Yes, that Peter Singer. Since his views are much hashed over, it may be best to skip beyond his prior statements here, other than to make two points. First, as I wrote in the previous paragraph, Singer has “suggested” most of his notorious positions. There is, in fact, an awful lot of high-class weasel-wording in his work, indicating either that he can’t make up his mind or that he wants to have it both ways, grabbing attention by saying stark things, then indignantly claiming misquotation and pointing to some buried caveat when attacked. Second, when The New Yorker called him out on how he can say that other people’s aging mothers should be put down like old horses but that his own should receive only the very best care in an expensive nursing home, Singer replied, “Perhaps it’s more difficult than I thought before, because it is different when it is your mother.” So my grand pronouncements apply to everyone else but not me! There’s a word for this. And, as Peter Berkowitz has written, someone who presents himself to the world as an ethicist is supposed to have thought through the practical consequences of his ethics.
These points aside, One World is a pretty good book; if it did not come with Peter Singer baggage, I might say a darn good book. Singer, generally a hero to the loony left, struggles with the issues of globalization in a rigorously hard-headed manner rarely seen on this topic. Singer discards, or even shreds, much anti-globalization cant, focusing on which international economic policies will have the utilitarian outcome of raising living standards for the developing world’s poor. (Singer does not much care for the term utilitarianism, but it is the best shorthand for his value system, whose fine points cannot be fit into this space; broadly, he wants to raise the standards at which the human race lives as a whole to the highest aggregate level, which entails focusing upon the disadvantages of the developing world, and thinks our obligations to all members of genus Homo have about the same standing as obligations to our nation, to our ethnic group, and even our own children.) He proposes that formation of a “global ethical community” roughly along U. N. lines should be a sustained, long-term historic objective, but is realistic about the need to work within the existing framework of nations and borders pretty much indefinitely. And, crucially, he is not opposed to economic globalization. He asks the big question that anti-globalizers always dodge, namely: If we did away with globalization, would the poor of the developing world be better off? No, he answers, to do so would leave them worse off. This is the big point missing from the whole debate, and it’s impressive that Singer has locked on to it.

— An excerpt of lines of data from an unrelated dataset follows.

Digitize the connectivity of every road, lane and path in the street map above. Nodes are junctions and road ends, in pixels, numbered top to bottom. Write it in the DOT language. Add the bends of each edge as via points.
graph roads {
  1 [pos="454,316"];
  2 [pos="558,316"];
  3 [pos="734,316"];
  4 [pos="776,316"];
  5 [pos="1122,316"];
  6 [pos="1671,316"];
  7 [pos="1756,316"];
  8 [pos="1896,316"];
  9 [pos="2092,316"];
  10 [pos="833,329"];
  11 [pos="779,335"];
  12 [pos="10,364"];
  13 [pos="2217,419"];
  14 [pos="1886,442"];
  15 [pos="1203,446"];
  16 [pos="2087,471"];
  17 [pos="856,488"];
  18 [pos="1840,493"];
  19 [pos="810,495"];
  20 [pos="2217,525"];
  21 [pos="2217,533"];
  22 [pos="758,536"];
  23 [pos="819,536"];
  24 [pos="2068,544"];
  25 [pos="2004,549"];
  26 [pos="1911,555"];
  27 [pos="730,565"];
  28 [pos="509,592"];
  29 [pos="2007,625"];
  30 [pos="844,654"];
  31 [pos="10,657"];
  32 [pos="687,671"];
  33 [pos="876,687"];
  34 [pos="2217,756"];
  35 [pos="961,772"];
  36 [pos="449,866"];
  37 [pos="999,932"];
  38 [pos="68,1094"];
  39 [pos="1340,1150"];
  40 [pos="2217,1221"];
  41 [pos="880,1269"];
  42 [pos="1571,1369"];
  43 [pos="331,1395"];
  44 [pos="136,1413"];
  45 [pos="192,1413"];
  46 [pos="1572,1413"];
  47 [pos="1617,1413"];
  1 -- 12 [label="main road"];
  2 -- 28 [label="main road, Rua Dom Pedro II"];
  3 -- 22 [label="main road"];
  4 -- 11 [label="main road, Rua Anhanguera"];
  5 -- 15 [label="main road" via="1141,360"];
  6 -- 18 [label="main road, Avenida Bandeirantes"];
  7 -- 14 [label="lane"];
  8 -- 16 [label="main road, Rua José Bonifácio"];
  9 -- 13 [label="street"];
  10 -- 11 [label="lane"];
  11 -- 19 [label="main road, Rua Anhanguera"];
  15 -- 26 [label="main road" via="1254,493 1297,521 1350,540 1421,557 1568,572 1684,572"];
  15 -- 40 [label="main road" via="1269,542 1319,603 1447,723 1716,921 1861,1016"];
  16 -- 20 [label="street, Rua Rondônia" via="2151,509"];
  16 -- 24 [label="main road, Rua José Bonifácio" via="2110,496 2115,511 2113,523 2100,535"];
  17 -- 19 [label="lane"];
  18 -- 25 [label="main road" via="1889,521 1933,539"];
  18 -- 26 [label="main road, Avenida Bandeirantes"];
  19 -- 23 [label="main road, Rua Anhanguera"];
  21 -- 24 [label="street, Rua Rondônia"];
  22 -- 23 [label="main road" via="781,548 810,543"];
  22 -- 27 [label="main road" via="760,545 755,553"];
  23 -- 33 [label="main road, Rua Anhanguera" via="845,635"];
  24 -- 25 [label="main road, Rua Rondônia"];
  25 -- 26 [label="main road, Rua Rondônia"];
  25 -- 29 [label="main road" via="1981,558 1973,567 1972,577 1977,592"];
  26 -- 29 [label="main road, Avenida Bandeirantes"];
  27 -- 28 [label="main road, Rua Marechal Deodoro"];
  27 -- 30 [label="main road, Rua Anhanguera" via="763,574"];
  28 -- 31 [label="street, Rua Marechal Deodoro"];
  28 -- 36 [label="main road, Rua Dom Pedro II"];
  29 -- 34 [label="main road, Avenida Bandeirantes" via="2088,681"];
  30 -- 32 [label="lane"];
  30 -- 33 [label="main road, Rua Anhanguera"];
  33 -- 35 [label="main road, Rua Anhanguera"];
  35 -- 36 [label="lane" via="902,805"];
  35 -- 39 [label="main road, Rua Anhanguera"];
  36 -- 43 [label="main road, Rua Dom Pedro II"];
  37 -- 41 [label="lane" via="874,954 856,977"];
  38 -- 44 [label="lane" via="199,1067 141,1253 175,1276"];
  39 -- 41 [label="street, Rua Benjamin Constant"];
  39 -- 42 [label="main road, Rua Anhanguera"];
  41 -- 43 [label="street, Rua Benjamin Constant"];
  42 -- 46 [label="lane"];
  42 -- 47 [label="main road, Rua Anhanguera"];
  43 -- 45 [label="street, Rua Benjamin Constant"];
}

Let me offer against One World the objection analysts often make against sweeping arguments, that when the specifics enter some field that one knows personally, the author is off target. Singer devotes a chapter to the atmosphere, viewing pollution, especially greenhouse gases, as an incredibly horrible assault on the global commons. But he doesn’t understand the science well, saying, for example, “By spraying deodorant at your armpit in your New York apartment” you could be “killing people” by contributing to stratospheric ozone depletion. Not unless you were using a really old can of deodorant; CFCs, the ozone-depletion agent, have been banned in spray cans in the United States for 24 years (and banned in all uses for about a decade). And though ozone depletion is real, there is no evidence it has ever harmed anyone, much less taken lives.
Similarly, Singer declares that while the prosperous G8 nations may be able to deal with global warming “without enormous loss of life,” the developing world will not. Yet global warming so far hasn’t harmed one single person. The mild temperature increases of the past century have coincided with an unprecedented global agricultural boom, staving off the predicted developing-world mass starvations and saving many tens of millions of lives. If global warming so far has been beneficial, there are good reasons to fear that future warming will not be. This is an argument for reform–and an argument why the oil-loving Bush administration is wrong to put off action against artificial greenhouse gases. There is also a strong argument that the United States, having emitted the largest share of greenhouse gases, has an obligation to bear the largest cost of reform. But only the over-the-top doomsday types project “enormous loss of life” from a future artificial greenhouse effect. No such forecast is found in the projections of the Intergovernmental Panel on Climate Change, the U.N. affiliate that is the source of global warming scientific consensus. Singer seems to feel he has to offer at least something to his fans on the loony left, and an overheated chapter about the atmosphere is what they get.
Once Singer gets to the economics of globalization, he is on surer footing. He notes, for example, that you can’t complain that nationalism is bad and then also complain that the World Trade Organization erodes national sovereignty. And he notes that the main effect of NAFTA, denounced by the anti-globalization left as a tool of corporate oligarchs, has been the creation of relatively high-paying jobs in Mexico. Half the point of NAFTA was to ship American jobs to Mexico, which is bad for American labor but great for Mexicans. “Any transfer of work from the United States to Mexico can be expected to raise the income of people who are, on average, much worse off than those U.S. workers who lose their jobs,” Singer writes. “Those who favor reducing poverty globally, rather than just in their own country, should see this as a good thing.” Indeed, NAFTA has always struck me as a huge gift from the people of the United States to the people of Mexico, if a gift that not all Americans wished to give. Why the globalization debate does not see it this way is hard to fathom, other than that, perhaps, it is simply taboo to say anything favorable about the current trends in free-market economics.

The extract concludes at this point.